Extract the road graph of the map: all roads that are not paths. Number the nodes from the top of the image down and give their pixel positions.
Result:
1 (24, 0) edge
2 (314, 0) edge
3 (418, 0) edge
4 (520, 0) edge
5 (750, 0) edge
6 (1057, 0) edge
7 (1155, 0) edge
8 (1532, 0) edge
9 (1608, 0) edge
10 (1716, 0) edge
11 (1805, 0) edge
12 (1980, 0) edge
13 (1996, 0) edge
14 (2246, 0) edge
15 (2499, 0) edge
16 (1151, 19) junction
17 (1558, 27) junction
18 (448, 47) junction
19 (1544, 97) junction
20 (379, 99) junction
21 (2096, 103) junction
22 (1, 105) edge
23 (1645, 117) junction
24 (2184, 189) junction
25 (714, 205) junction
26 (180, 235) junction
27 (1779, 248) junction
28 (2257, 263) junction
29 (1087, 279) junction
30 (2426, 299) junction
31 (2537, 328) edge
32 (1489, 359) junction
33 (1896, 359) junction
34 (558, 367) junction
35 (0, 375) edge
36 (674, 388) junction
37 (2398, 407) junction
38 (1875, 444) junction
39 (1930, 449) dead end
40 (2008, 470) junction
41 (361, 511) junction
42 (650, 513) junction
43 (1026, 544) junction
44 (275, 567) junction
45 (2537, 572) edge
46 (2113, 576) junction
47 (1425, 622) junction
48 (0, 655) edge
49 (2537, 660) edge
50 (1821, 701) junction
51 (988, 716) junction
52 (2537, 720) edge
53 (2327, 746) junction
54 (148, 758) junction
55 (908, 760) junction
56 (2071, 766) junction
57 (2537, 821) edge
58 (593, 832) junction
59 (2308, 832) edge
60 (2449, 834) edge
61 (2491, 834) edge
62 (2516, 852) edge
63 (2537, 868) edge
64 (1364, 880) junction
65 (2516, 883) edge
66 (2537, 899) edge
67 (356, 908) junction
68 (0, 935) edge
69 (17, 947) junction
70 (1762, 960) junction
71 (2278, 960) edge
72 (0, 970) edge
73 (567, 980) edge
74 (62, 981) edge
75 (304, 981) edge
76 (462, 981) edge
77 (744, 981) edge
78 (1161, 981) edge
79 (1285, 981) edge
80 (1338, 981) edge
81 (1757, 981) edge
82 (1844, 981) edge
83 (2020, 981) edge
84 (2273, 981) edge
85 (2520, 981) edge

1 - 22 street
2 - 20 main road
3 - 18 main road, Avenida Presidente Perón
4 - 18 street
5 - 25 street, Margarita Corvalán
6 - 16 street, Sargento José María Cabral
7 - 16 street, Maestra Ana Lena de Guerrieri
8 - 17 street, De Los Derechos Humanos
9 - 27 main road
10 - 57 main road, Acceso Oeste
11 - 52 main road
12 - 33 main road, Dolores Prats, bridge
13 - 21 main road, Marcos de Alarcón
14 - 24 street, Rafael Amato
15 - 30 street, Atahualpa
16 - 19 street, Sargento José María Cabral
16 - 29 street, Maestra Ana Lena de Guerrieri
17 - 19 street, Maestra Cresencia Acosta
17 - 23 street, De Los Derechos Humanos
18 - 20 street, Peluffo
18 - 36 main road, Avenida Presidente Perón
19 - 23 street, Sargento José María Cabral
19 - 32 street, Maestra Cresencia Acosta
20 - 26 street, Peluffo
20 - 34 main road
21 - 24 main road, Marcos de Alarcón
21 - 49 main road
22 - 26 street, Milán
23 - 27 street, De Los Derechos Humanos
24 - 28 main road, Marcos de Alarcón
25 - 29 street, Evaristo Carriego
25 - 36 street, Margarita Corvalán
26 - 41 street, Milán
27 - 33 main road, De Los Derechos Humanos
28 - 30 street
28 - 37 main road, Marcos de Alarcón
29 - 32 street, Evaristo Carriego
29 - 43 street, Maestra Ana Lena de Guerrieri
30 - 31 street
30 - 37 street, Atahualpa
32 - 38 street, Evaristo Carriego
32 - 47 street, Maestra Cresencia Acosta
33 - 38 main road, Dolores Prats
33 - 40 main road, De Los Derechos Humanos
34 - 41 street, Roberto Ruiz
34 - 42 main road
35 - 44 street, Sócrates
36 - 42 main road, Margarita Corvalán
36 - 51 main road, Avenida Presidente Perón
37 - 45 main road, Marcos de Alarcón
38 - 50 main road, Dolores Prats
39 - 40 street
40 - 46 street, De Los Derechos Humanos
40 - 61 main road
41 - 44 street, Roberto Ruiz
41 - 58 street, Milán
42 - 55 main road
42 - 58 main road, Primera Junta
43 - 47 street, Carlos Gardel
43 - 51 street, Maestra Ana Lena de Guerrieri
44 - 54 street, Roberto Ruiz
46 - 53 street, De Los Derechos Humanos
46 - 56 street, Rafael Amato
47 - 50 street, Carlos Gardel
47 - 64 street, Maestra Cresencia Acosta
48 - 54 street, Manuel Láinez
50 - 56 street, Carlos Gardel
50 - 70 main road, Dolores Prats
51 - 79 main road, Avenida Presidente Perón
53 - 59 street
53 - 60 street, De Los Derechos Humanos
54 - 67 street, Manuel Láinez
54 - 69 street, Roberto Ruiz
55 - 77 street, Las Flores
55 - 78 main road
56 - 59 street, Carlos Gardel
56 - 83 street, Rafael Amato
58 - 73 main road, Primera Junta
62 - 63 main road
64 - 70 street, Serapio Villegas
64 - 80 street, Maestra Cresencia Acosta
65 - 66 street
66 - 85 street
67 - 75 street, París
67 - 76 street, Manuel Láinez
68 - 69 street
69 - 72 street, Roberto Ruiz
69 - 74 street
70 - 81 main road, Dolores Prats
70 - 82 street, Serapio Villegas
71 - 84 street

──────────────────────────────

[Required work]
The word "Peluffo" occurs on certain lines of the material; count those lines and respond with the number only.

[Response area]
2